Title: Fast fourier transform on a single-instruction-stream, multiple-data-stream processor

Description:
BACKGROUND OF THE INVENTION  
      The present invention relates to a single-instruction-stream, multiple-data-stream (SIMD) processor, and more particularly, to an SIMD processor implementing a fast Fourier transform.  

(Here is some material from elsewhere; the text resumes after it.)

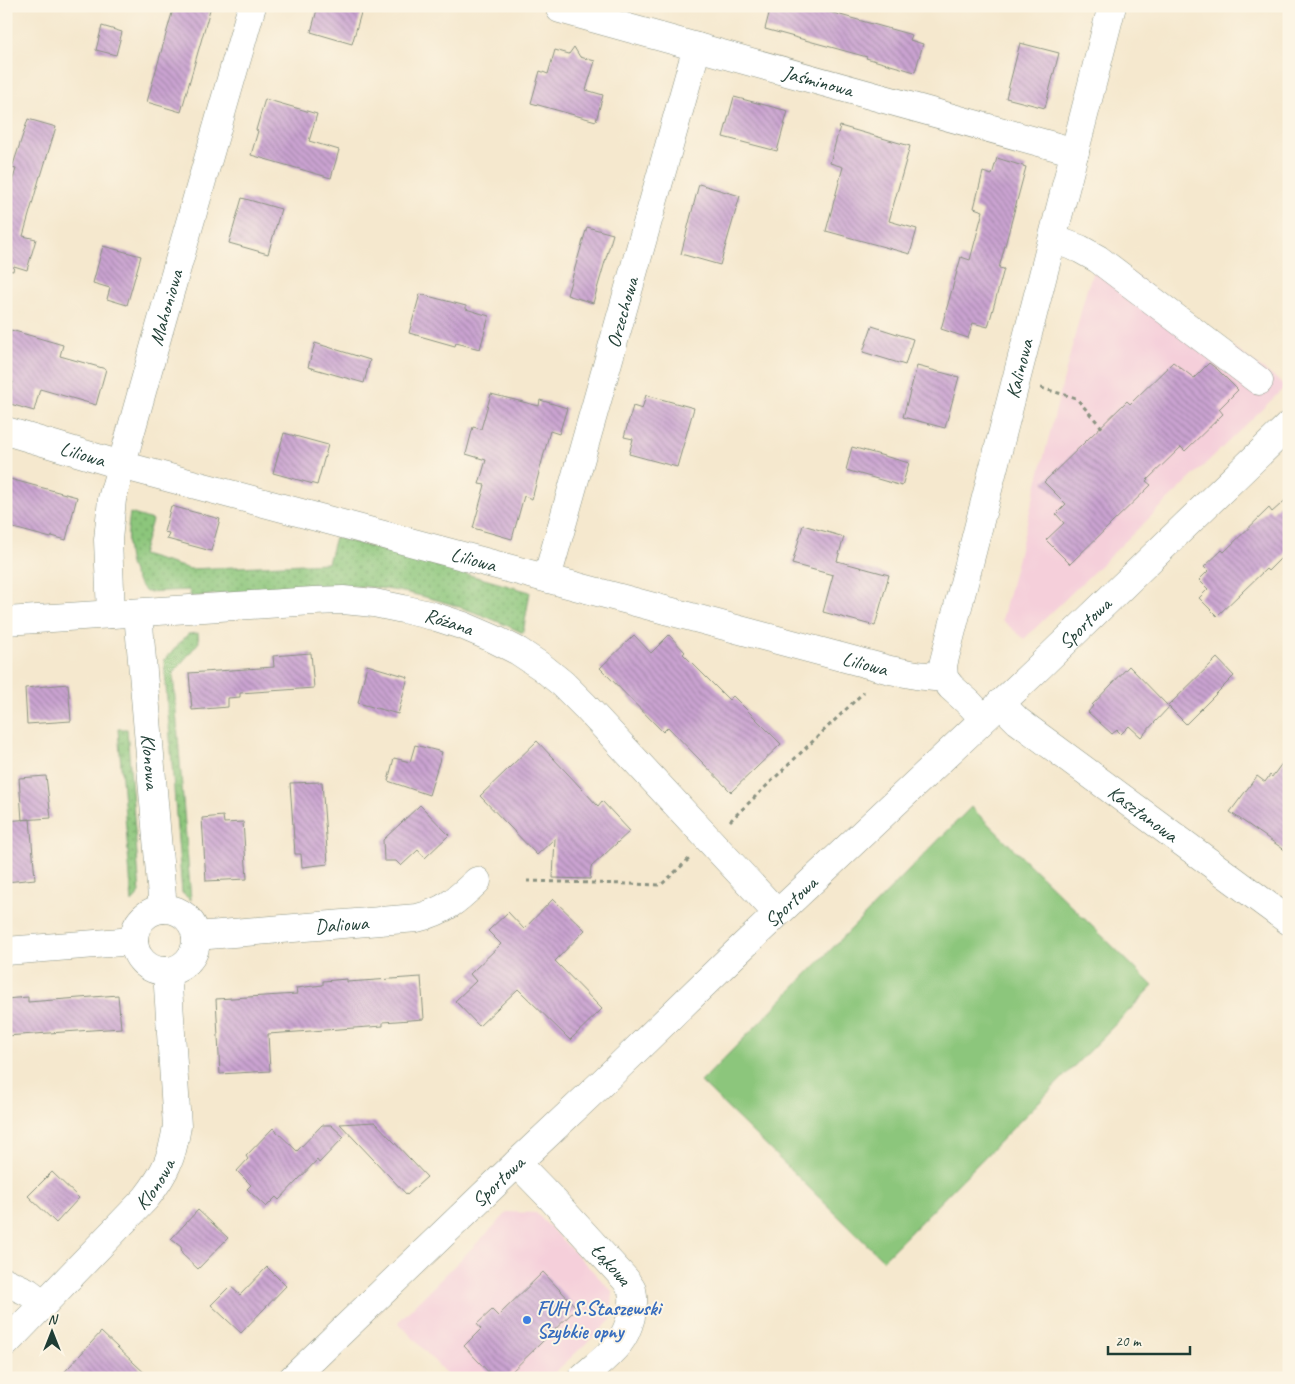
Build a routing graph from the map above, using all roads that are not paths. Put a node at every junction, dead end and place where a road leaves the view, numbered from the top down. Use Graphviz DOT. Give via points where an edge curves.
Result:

      A fast Fourier transform (FFT) is an efficient algorithm to compute the discrete Fourier transform (DFT) and its inverse. The Cooley-Tukey algorithm is a common fast FFT algorithm. The Cooley-Tukey algorithm “re-expresses” the DFT of an arbitrary composite size n=n 1 n 2  in terms of smaller DFTs of sizes n 1  and n 2 , recursively, in order to reduce the computation time to O(n log n) for highly-composite n, where O is a mathematical notation used to describe an asymptotic upper bound for the magnitude of a function in terms of another simpler function. Because the Cooley-Tukey algorithm breaks the DFT into smaller DFTs, it can be combined arbitrarily with any other algorithm for the DFT. One use of the Cooley-Tukey algorithm is to divide the transform into two pieces of size n/2 at each step. The Cooley-Tukey algorithm recursively breaks down a DFT of any composite size n=n 1 n 2  into many smaller DFTs of sizes n 1  and n 2 , along with O(n) multiplications by complex roots of unity called “twiddle factors.” Twiddle factors are the coefficients used to combine results from a previous stage to form inputs to the next stage.  
      An SIMD processor uses a set of operations to efficiently handle large quantities of data in parallel. SIMD processors are sometimes referred to as vector processors or array processors because they handle the data in vectors or arrays. The difference between a vector unit and scalar units is that the vector unit handles multiple pieces of data simultaneously, in parallel with a single instruction. For example, a single instruction to add one 128-bit vector to another 128-bit vector results in up to 16 numbers being added simultaneously. Generally, SIMD processors handle data manipulation only and work in conjunction with general-purpose portions of a central processing unit (CPU) to handle the program instructions.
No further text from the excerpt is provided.